Output exactly the lines from the one containing "Extract the road" through the final line of the entries below, both included, and skip the pictures.

Data items:
————————

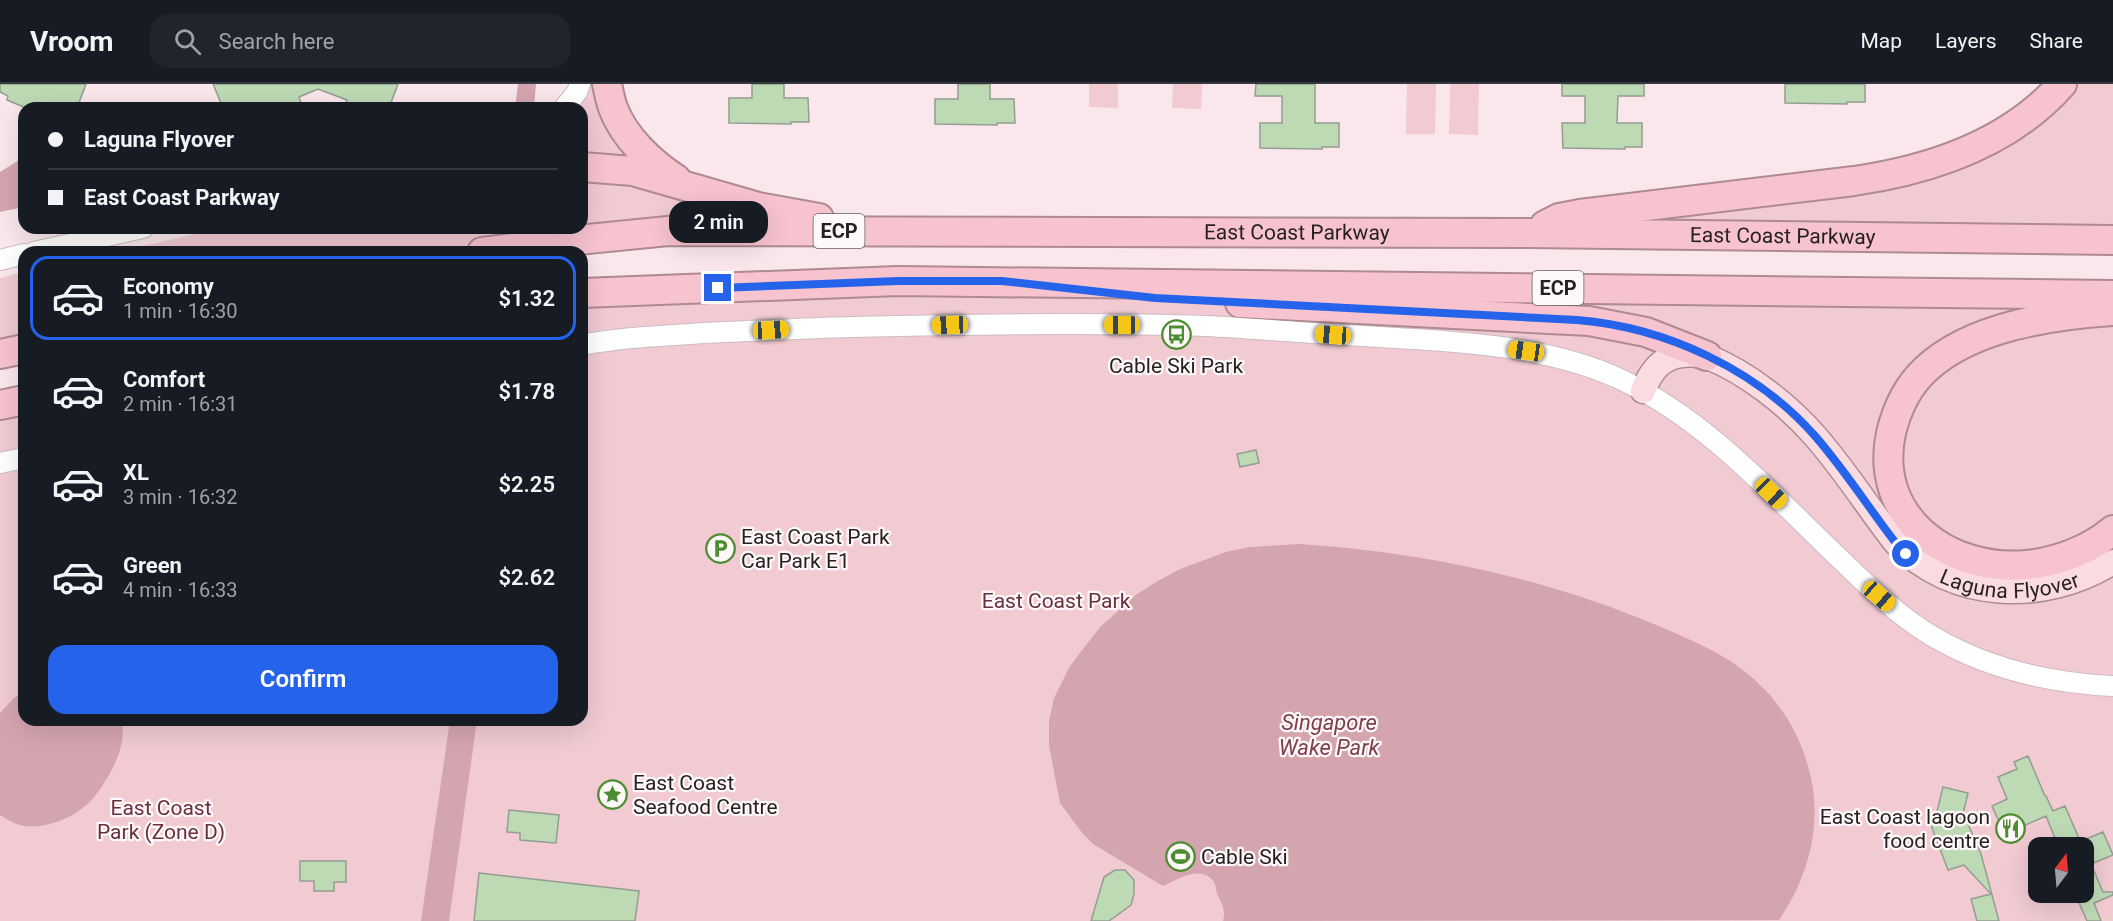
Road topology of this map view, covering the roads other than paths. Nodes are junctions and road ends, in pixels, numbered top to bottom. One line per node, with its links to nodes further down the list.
1 (580, 84): 4 (street)
2 (607, 84): 6 (highway)
3 (2062, 84): 8 (highway)
4 (569, 102)
5 (588, 167): 6 (highway)
6 (688, 187): 7 (highway)
7 (892, 231): 8 (highway, East Coast Parkway / ECP); 12 (highway, East Coast Parkway / ECP)
8 (1527, 233): 10 (highway, East Coast Parkway / ECP)
9 (116, 234): 11 (street)
10 (2113, 240)
11 (61, 246)
12 (533, 246)
13 (18, 256): 14 (street)
14 (0, 260)
15 (1002, 281): 16 (highway, ECP); 17 (highway, ECP); 22 (highway)
16 (588, 293)
17 (2113, 295)
18 (2113, 311): 28 (highway)
19 (588, 344): 23 (street)
20 (18, 350): 21 (highway)
21 (0, 354)
22 (1707, 356): 23 (main road); 29 (main road, Laguna Flyover)
23 (1643, 391): 30 (street)
24 (18, 401): 25 (highway)
25 (0, 405)
26 (18, 459): 27 (street)
27 (0, 463)
28 (2113, 530)
29 (2113, 562)
30 (2113, 686)

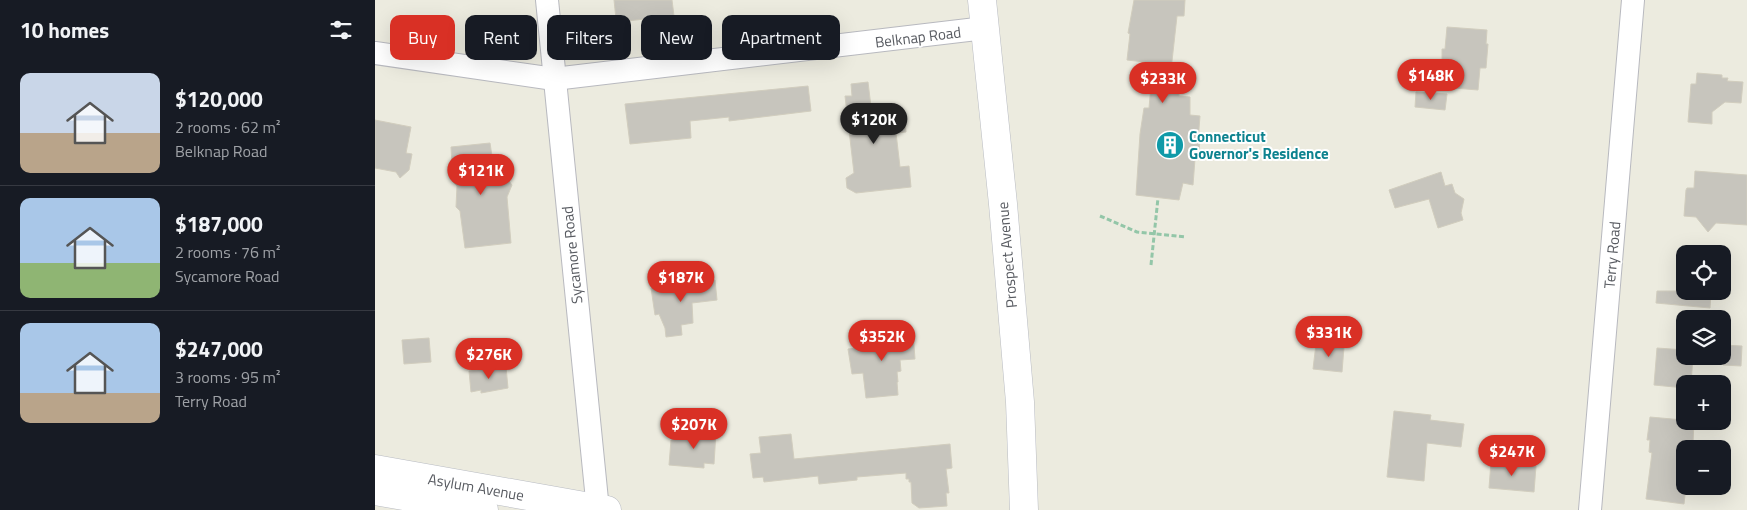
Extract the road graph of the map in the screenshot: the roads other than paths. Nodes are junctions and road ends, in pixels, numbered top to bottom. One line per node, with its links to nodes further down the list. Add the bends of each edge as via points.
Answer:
1 (547, 0): 6 (street, Sycamore Road)
2 (982, 0): 4 (main road, Prospect Avenue)
3 (1633, 0): 12 (street, Terry Road)
4 (985, 28): 6 (street, Belknap Road); 11 (main road, Prospect Avenue, via 1020,402)
5 (375, 53): 6 (street, Belknap Road)
6 (554, 79): 9 (street, Sycamore Road)
7 (375, 469): 9 (main road, Asylum Avenue)
8 (375, 491): 10 (main road, Asylum Avenue)
9 (601, 509)
10 (484, 510)
11 (1024, 510)
12 (1590, 510)

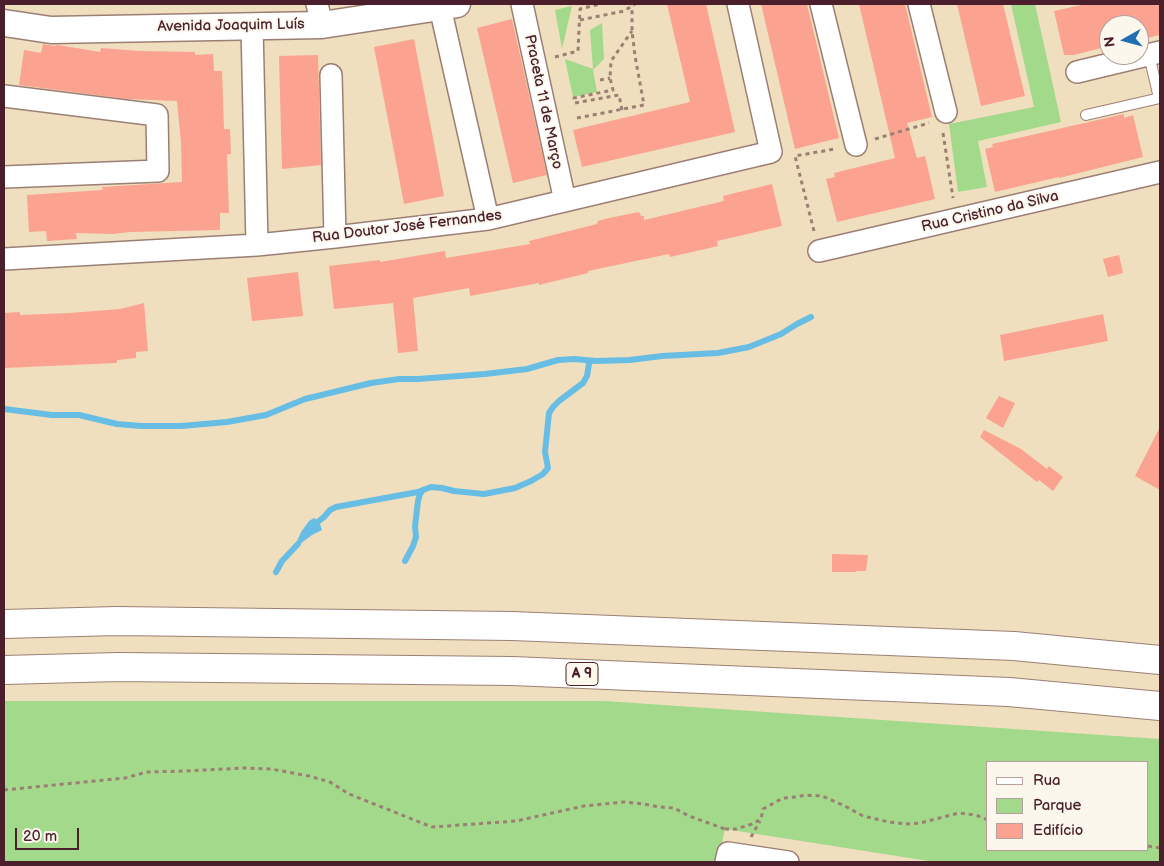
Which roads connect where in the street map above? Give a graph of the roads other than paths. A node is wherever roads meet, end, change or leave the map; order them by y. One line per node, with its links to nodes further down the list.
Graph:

————————

* [Finished task]
Extract the road graph of the map in the screenshot: the roads other than paths. Nodes are junctions and road ends, in pixels, numbered top to bottom. One line per node, with its links to nodes further down the list. Add the bends of each edge as via points.
Answer:
1 (547, 0): 6 (street, Sycamore Road)
2 (982, 0): 4 (main road, Prospect Avenue)
3 (1633, 0): 12 (street, Terry Road)
4 (985, 28): 6 (street, Belknap Road); 11 (main road, Prospect Avenue, via 1020,402)
5 (375, 53): 6 (street, Belknap Road)
6 (554, 79): 9 (street, Sycamore Road)
7 (375, 469): 9 (main road, Asylum Avenue)
8 (375, 491): 10 (main road, Asylum Avenue)
9 (601, 509)
10 (484, 510)
11 (1024, 510)
12 (1590, 510)

Which roads connect where in the street map above? Give a graph of the roads other than paths. A node is wherever roads meet, end, change or leave the map; order them by y. One line per node, with its links to nodes further down the list.
Graph:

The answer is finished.